See, now I have this issue: each nest has its own needs, its own state it may need to carry. For a simple example, an unordered list might carry no special state, whereas an ordered list would carry (at least) an index. One could imagine cases where you need significant amounts of state. At the very least, different kinds of nestings may support different kinds of operations (you might allow nesting a link in a heading, but not the other way around).
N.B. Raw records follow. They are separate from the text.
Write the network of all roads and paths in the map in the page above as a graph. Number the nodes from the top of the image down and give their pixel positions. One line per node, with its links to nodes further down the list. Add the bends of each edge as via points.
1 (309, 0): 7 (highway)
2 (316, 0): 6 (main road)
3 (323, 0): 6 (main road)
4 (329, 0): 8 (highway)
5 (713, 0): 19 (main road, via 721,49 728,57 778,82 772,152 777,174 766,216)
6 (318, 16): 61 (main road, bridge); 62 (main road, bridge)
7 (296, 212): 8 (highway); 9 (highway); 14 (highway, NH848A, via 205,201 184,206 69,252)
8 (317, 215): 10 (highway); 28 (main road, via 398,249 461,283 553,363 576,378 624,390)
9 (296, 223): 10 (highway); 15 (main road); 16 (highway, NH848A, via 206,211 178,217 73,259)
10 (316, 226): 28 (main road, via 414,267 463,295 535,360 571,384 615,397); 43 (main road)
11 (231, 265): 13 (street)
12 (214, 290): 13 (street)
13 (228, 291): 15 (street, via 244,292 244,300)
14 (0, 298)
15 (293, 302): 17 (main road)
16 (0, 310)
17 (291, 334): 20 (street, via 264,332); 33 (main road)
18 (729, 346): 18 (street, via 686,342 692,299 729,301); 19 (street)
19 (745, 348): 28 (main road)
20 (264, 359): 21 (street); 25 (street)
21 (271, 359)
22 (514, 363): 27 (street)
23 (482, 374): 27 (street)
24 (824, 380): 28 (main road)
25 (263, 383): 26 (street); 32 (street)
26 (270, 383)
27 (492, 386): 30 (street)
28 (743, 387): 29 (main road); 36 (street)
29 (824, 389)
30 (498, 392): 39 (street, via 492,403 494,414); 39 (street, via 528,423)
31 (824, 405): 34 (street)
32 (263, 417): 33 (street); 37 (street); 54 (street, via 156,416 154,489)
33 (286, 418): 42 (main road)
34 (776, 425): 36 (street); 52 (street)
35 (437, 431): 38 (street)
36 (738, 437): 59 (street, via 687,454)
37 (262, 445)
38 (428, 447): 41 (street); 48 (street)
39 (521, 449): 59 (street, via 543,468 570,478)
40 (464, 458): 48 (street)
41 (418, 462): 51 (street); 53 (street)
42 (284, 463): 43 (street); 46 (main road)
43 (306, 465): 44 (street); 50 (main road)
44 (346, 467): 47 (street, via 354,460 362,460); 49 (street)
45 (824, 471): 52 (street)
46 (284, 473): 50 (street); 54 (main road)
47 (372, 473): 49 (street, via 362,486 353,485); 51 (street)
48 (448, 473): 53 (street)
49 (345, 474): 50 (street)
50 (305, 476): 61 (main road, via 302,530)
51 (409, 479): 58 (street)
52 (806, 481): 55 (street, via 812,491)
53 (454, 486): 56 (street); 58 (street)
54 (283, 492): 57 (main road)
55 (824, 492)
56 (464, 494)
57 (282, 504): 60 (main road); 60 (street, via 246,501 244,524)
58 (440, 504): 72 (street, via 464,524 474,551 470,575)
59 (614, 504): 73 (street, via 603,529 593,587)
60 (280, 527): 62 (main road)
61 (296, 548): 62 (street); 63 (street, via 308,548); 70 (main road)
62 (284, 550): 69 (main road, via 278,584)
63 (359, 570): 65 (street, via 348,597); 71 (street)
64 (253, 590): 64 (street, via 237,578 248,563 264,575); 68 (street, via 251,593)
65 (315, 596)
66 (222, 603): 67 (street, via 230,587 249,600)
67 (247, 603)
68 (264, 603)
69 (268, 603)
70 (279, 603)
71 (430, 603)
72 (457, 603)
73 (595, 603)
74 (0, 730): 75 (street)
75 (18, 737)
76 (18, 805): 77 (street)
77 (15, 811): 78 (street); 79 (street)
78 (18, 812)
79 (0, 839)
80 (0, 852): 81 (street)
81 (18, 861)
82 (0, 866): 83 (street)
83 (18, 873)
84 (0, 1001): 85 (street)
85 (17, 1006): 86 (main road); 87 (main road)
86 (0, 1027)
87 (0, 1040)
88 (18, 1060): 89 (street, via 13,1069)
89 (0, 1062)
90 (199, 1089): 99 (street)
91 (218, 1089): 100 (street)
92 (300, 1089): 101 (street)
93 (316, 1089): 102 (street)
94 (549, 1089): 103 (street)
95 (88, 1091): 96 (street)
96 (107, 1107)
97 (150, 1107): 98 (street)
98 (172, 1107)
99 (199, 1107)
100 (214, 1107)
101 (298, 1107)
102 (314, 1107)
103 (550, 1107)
The natural solution is to make this nest an associated type on the generator trait; however, then it becomes impossible to abstract over generators in any dynamic way, which precludes abstracting over things that operate on generators in a dynamic way: you can't pass &dyn Generator around, meaning you have to make it a generic parameter... but you can't have generics on a dyn-compatible trait, nor any sort of dyn Fn type. Perhaps for<T> would help, but for now there's no way to allow generators to choose their own nest type.

Simply forcing generators to store state in some sort of abstracted, concrete Nest type doesn't fly either, due to the fact mentioned earlier that different nests, being themselves generators, may support different operations. The only way forward I could see would be to do something like storing a Box<dyn Generator> in the Nest type, but that seems overkill and ugly for such a core, repeated operation. If you were to nest just 4 layers deep, suddenly each call is a wade through at least 8 layers of indirection.

The closure method handily avoids this problem altogether, since the intermediate/nested state of a generator never "leaks" into user code. In this way, I feel it's the simpler and cleaner solution (I had a fully-documented, satisfying prototype in about 2 hours). I may try to redefine the borrow-chain method in terms of the closure method, but I'm not very hopeful. If it comes down to it, I will probably make the (frustrating) choice to ditch async support.

Nonetheless, I'd still like to find a way to mitigate the problems around async and borrowck. Are there established guidelines for making closure-based APIs more friendly?

Not sure what are you would like to achieve, and maybe a little bit off-topic, my thoughts are somewhat:

Handle data whenever possible as data, not as code. That is, something simple as:

pub enum Fragment {
    Heading { level: u8, text: String },
    OrderedList { items: Vec<Fragment> },
    Paragraph { text: String },
    ...
}

...you get the idea.

The rational behind this: A client can choose themself how to build a document, there is no sequential ordering on his control flow induced.

Rust has a powerful type system and often you can encode requirements and rules into types. You can go wild with this. But my personal experience is, there is somewhere a limit where this gets out of hands for practical reasons.

So, for your application, I would choose some type like the enum above to encode the syntax of documents, and I would be fine with functions/methods which verifies/ensure/enforce the semantic of a document, i.e. checks there are no headers in a list etc., maybe even with something like a struct VerifiedDocument.

In this respect, software engineering is an engineering discipline, which means tradeoffs have to be made.

That's a very reasonable solution, and it's my fault for not being more clear: the goal is to support an arbitrary number of document types, with all sorts of different features and oddities. Moreover, the hope of layers is that you can stack higher-level constructs on top of a core generator (think for example a markdown generator with a GH markdown layer). So trying to encode everything in a serde-style middleman fashion isn't ideal.

Besides, I'd really like to support streaming generators (heck, that's even part of my own original use-case for this project). Requiring the user to build one comprehensive document tree would just not work with that design goal. Thank you for your input, though!